Icons / Login Created with Sketch.
Icons / User Created with Sketch.

Elder Abuse: Terminology, detection and prevention among older Australian women living with and without dementia


Study 1 (“Believe me I’m awake”: dementia and the propositional density of written language among older women in the Australian Longitudinal Study on Women’s Health (ALSWH).) Synopsis: Women living with dementia can be supposed to have lost capacity to control life choices: living arrangements, activities, medical treatments, and management of assets. With an increasing focus on abuse of the human rights of older people, suggested protective solutions include capacity assessment and documented planning for future decisions. This study examines the written language of older women 1) with no dementia, 2) with a confirmed diagnosis of dementia and 3) with dementia diagnosed within 3 years (lagged diagnosis) via external linked data, using propositional density (a linguistic measure) as a marker of cognitive decline. Propositional density has been identified as a measure sensitive to cognitive decline in other studies of older age. This new knowledge is clinically useful, and may lead to a new direction in the development of more sensitive capacity assessment tools and earlier detection of dementia, which will allow for proactive medical intervention as well as life planning.
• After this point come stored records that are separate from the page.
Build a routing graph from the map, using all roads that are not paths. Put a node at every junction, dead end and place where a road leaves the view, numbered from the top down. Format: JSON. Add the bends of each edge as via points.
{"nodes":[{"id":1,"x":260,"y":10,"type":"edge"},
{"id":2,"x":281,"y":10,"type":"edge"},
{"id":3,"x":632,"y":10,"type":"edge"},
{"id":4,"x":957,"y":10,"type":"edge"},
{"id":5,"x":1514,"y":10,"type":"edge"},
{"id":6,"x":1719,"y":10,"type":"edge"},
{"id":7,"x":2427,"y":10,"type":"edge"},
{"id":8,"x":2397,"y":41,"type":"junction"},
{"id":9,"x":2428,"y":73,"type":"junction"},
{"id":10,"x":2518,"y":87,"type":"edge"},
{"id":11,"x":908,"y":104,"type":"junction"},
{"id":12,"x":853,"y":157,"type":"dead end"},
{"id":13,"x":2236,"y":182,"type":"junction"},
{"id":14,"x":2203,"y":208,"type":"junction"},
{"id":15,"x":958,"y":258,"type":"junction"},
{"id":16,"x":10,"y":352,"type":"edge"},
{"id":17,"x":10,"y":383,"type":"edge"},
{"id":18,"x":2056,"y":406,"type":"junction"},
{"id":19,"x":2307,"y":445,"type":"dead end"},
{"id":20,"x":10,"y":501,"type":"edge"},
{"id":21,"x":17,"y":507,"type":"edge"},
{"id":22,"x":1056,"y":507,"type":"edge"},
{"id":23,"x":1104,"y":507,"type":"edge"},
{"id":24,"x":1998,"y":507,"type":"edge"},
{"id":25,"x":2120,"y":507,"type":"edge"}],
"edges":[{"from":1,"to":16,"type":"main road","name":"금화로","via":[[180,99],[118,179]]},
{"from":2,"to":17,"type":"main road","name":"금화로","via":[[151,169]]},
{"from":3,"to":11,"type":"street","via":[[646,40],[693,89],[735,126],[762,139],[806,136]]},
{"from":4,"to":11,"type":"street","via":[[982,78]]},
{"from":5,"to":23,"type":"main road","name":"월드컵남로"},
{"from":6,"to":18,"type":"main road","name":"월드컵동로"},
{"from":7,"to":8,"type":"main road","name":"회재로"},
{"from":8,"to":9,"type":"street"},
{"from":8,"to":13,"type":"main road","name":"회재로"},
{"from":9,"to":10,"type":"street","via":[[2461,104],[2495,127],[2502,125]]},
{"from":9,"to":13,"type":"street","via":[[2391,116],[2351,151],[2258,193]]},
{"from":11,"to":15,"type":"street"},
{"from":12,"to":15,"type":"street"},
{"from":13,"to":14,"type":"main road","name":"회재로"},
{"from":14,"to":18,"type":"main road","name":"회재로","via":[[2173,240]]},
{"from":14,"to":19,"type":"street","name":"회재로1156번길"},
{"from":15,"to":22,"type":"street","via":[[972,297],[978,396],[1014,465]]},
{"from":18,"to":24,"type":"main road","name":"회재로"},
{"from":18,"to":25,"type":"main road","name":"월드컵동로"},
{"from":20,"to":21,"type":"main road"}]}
Study 2 (The terminology of elder abuse among older Australian women, living with and without dementia) Synopsis: Accurate detection is fundamental to addressing elder abuse. Globally, women have a higher likelihood of experiencing elder abuse than men, and are more likely to report it, but they may not use direct terminology like “abuse”. Dementia, a risk factor for abuse, may further inhibit women from overtly reporting. This study will qualitatively examine the terminology of abuse among older women, including those living with dementia, from written comments in the ALSWH. It will also examine their responses on survey items relating to abuse and vulnerability to abuse. Findings will contribute to the evaluation of current methods of elder abuse detection for older women living with and without dementia, and inform possible education programs for health professionals and others working with older women.